War! What’s It Good For?! Ross Kemp: Extreme Tales Live On Stage

Text: Charles Purcell

Actor and TV star Ross Kemp will never forget the first time he was shot at. It happened outside Sangin in Afghanistan and seemed to last “a very lot time”. “They hit us with RPGs first,” he says. “You know what a Mini Cooper is? It felt like having five Mini Coopers thrown at you. I did a leap backward and went into a crucifix pose [and said a prayer] for a good 30 times before anyone started firing back.”

Kemp had a moment of realisation when a sniper had him in his sights and was “zipping rounds” over his left and right shoulders – with the next round threatening to hit him dead centre.

“I remember thinking, ‘What have I got? I’ve got a Porsche and a swimming pool, no kids, no relationship with any women. What the f___ am I leaving behind?’”

The 53-year-old Englishman is now married with children, but his other legacy is his sterling work as a TV presenter and documentarian travelling to some of the world’s worst places and talking to arguably some of the world’s worst people: gangsters, hitman, mafioso, bikies and people smugglers.

Once best known for his role as Grant Mitchell on soap opera EastEnders, Kemp was chuffed last year to win the Foreign Press Association Best Foreign Documentary Of The Year for his documentary, Ross Kemp: Libya’s Migrant Hell. It’s welcome kudos and a firm rebuttal to critics who claim that his TV show, Ross Kemp: Extreme World, is testosterone-driven adventure porn or escapism for First World armchair warriors.

“It’s nice to get that sort of respect,” he says.

For a man who travelled to places like Pakistan, Mozambique, Colombia, Kurdistan and Mexico for Extreme World  – covering issues such as terrorism, tribal violence, people smuggling and poverty – it seems unusual he never travels with a big security team.

“In Libya, we had a security adviser in the back vehicle. I was up in the front. I’m sure you’ve been in dangerous, hostile places …”

No. I’m a soft city dweller. Yet it must be a strange contrast to come fresh from a warzone like Libya to a five-star hotel in Sydney.

“Very much so …  seeing porcelain and blueberry muffins. I think it makes you appreciate things a lot more. It’s made me appreciate my family, my friends and my life. I’ve seen people die on the battle and I’ve seen children get seriously hurt and all those things make you question the rights and wrongs of the world.

“It also makes me question if we’re not making a mess of the fact that we’re lucky to be living in democracies. The people in democracies at the moment seem to be messing them up, while the autocracies seem to be doing all right. It’s a worry, isn’t it? What does that say about our generation?”
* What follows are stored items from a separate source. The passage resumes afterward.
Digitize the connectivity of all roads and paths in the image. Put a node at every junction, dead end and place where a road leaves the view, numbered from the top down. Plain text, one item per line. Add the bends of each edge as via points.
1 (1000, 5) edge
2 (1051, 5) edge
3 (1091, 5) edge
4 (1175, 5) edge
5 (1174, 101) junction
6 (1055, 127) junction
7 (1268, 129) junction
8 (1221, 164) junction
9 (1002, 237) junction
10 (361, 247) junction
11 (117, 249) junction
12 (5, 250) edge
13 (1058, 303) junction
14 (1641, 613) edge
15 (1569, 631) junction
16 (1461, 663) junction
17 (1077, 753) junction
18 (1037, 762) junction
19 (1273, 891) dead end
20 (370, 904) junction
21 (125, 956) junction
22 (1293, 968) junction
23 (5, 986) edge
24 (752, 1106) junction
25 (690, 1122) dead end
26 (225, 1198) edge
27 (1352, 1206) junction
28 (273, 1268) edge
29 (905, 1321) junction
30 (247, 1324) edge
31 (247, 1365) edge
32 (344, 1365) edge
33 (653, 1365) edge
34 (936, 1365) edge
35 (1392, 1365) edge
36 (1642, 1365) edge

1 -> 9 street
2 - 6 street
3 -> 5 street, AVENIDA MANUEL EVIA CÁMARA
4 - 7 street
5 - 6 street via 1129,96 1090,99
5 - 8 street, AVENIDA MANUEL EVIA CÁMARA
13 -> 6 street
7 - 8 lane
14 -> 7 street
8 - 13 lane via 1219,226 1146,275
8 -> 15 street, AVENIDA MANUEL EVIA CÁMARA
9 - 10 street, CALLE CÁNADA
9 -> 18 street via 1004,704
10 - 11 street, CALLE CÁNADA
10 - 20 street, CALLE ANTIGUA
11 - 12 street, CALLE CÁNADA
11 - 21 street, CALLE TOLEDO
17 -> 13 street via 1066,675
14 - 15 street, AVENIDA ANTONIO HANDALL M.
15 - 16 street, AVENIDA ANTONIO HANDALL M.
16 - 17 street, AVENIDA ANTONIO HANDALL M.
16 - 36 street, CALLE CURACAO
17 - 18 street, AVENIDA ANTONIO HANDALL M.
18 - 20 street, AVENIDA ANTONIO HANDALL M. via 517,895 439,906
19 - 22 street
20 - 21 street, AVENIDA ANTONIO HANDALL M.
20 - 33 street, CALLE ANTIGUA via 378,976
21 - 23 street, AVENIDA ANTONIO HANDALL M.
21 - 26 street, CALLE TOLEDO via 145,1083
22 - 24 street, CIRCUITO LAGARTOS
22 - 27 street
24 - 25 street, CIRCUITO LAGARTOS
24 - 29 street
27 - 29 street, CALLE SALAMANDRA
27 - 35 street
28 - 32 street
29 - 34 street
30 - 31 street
One wonders why Kemp gave up the glamorous world of acting and its First World comforts to document the horrors of the Second and Third Worlds, a journey that began with his first documentary series, Ross Kemp On Gangs, in 2004. He says that if you know his history – “my ex-wife was a journalist, my brother worked for the BBC for 30 years, he’s made a lot of documentaries” – it’s not so surprising that he joined the Fourth Estate.

Like a proper objective journalist, Kemp doesn’t view the world in extreme black and white: rather, shades of grey.
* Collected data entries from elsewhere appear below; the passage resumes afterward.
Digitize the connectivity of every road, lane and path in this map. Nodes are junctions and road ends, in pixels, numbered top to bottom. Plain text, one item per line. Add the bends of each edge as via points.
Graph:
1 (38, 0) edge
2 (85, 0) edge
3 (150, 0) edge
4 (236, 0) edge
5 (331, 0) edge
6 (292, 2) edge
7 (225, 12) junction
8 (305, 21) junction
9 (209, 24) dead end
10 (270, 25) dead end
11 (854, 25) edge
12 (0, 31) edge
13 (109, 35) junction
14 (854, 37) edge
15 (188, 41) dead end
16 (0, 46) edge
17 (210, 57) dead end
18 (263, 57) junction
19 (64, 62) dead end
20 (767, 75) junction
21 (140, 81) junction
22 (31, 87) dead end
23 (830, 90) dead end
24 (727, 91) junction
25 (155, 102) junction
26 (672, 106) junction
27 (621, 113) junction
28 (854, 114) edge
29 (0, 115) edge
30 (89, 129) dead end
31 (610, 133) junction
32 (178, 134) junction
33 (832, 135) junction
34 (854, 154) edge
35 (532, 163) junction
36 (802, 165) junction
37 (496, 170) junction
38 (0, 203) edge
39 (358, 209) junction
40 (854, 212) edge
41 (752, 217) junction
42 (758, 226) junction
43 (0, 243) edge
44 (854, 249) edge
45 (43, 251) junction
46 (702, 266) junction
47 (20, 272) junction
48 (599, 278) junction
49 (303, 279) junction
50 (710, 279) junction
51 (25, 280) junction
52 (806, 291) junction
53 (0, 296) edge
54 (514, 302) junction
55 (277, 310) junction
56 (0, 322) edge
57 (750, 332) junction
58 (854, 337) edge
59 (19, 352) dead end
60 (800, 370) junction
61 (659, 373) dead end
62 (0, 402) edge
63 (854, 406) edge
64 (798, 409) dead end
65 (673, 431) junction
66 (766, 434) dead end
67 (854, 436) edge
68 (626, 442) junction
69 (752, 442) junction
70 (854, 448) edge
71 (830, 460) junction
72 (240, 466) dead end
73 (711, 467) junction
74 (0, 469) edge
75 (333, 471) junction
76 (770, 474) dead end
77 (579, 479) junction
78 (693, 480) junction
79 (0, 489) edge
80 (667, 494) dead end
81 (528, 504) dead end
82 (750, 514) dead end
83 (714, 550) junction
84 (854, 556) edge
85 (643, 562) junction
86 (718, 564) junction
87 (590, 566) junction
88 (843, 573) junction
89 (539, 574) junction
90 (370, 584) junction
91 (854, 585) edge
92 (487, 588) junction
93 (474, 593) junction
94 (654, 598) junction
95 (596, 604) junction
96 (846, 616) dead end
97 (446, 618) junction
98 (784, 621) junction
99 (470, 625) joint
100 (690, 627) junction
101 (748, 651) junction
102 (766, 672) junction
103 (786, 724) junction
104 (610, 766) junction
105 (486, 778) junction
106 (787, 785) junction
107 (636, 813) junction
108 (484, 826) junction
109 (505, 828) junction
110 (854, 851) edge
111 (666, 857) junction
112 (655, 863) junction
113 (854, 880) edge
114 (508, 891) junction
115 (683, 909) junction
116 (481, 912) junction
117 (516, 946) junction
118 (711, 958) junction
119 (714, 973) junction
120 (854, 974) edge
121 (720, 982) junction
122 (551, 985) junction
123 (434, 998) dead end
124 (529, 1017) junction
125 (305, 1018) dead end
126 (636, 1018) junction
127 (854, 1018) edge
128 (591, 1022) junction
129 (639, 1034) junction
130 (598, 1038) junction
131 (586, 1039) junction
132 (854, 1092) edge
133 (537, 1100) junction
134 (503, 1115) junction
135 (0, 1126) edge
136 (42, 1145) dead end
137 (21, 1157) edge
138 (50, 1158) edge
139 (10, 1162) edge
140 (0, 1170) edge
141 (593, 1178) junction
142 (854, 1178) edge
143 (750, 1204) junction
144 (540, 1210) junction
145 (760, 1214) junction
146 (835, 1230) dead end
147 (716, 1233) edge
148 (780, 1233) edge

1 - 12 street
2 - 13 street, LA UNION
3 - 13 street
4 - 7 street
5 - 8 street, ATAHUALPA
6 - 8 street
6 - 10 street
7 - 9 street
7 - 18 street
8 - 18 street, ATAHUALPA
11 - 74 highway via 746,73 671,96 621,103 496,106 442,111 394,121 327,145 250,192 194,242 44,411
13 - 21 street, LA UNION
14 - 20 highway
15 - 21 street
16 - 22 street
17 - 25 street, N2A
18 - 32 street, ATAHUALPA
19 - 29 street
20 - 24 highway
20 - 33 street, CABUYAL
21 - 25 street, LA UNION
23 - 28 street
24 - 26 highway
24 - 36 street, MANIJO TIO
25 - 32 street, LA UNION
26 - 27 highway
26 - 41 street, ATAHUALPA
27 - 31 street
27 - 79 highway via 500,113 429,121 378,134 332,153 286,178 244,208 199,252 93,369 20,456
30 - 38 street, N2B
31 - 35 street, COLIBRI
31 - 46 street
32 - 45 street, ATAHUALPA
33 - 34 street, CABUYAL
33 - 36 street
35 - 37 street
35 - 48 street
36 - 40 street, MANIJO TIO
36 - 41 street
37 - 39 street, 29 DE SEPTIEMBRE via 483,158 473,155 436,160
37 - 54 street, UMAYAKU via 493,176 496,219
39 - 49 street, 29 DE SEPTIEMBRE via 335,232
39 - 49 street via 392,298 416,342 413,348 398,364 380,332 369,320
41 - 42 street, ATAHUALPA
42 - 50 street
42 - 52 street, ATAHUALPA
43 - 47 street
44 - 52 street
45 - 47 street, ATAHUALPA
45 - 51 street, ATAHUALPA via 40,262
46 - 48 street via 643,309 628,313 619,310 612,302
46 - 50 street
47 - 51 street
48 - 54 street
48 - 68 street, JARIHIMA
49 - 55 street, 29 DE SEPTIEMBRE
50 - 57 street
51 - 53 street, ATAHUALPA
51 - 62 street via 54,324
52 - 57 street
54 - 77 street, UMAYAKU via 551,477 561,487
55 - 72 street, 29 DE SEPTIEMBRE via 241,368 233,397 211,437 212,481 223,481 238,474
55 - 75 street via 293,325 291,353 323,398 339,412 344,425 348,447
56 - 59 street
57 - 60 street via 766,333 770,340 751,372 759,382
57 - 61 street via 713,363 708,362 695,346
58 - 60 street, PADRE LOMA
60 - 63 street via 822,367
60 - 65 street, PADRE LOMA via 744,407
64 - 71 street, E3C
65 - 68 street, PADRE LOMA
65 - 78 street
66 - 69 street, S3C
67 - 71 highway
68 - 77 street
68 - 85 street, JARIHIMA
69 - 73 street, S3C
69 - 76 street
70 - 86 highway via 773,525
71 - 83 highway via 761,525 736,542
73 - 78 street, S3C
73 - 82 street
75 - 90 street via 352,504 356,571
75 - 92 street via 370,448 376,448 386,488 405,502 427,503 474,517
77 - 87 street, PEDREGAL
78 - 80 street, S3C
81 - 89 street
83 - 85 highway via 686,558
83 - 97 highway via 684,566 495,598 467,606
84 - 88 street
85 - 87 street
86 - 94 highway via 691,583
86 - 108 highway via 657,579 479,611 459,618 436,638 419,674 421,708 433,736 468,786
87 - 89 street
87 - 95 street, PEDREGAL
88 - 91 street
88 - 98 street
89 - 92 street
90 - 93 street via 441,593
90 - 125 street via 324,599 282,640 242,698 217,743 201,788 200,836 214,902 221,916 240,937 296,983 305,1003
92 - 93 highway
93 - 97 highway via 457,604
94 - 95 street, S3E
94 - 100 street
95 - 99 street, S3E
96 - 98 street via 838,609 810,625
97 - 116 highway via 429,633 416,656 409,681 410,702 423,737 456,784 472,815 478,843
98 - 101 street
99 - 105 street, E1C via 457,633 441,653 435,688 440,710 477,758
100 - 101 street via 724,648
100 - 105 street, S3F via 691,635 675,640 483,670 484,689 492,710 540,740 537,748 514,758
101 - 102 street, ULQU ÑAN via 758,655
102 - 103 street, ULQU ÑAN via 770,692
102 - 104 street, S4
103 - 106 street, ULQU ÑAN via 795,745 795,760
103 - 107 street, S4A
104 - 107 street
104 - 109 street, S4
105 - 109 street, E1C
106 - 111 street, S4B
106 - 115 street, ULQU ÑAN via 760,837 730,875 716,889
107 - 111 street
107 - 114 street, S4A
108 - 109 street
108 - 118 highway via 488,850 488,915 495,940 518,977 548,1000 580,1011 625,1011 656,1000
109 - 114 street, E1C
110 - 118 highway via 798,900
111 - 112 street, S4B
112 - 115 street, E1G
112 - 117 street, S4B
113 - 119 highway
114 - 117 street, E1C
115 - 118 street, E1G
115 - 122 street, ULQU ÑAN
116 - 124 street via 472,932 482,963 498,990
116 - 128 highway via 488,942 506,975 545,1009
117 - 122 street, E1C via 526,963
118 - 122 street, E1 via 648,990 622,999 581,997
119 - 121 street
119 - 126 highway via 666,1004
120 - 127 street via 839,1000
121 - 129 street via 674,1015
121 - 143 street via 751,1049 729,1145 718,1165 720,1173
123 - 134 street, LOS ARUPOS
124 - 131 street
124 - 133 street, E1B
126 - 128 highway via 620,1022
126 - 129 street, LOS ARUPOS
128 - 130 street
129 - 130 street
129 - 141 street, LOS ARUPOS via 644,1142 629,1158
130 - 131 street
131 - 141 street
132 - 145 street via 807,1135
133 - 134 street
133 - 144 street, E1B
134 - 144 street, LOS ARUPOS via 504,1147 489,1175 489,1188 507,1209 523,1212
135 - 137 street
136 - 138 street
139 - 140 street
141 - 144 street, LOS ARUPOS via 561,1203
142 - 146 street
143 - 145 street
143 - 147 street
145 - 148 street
He agrees that even the worst people don’t believe that they are evil.

“Unless they’re sociopaths. I have met sociopaths. I met a guy in Columbia – he was brutalised to the point that he became an automaton. He tortures people to find out where the cocaine is in Colombia. He scratches someone’s eyeball out first with a fishing needle, then he’ll cut your fingers off,  then he’ll electrocute you and then when you’re close to giving up the information he will dismember you while you’re still alive.”

Oddly enough, after their interview – in a sex hotel in Colombia of all places, chosen because it was an anonymous location – the killer put rosary after rosary on his wrist.

“I said, ‘Do you believe in God?’ He said, ‘I believe in God, but for some reason I don’t think I’m going to heaven.’”

Kemp will tell stories from his life as well as all six seasons of Extreme World during his  audiovisual show, Ross Kemp: Extreme Tales Live On Stage, sharing his tale about “how an actor carved a new career in a world where there are no scripts”.

“I don’t think many of us are plain and simply bad. I’ll talk about this in the stage show. I’ve had good relationships with people who have done quite awful things. There are other people I have met that I could not bear to be in the room any longer than I had to do the interview.”

 


Ross Kemp: Extreme Tales Live On Stage is at the State Theatre on February 8.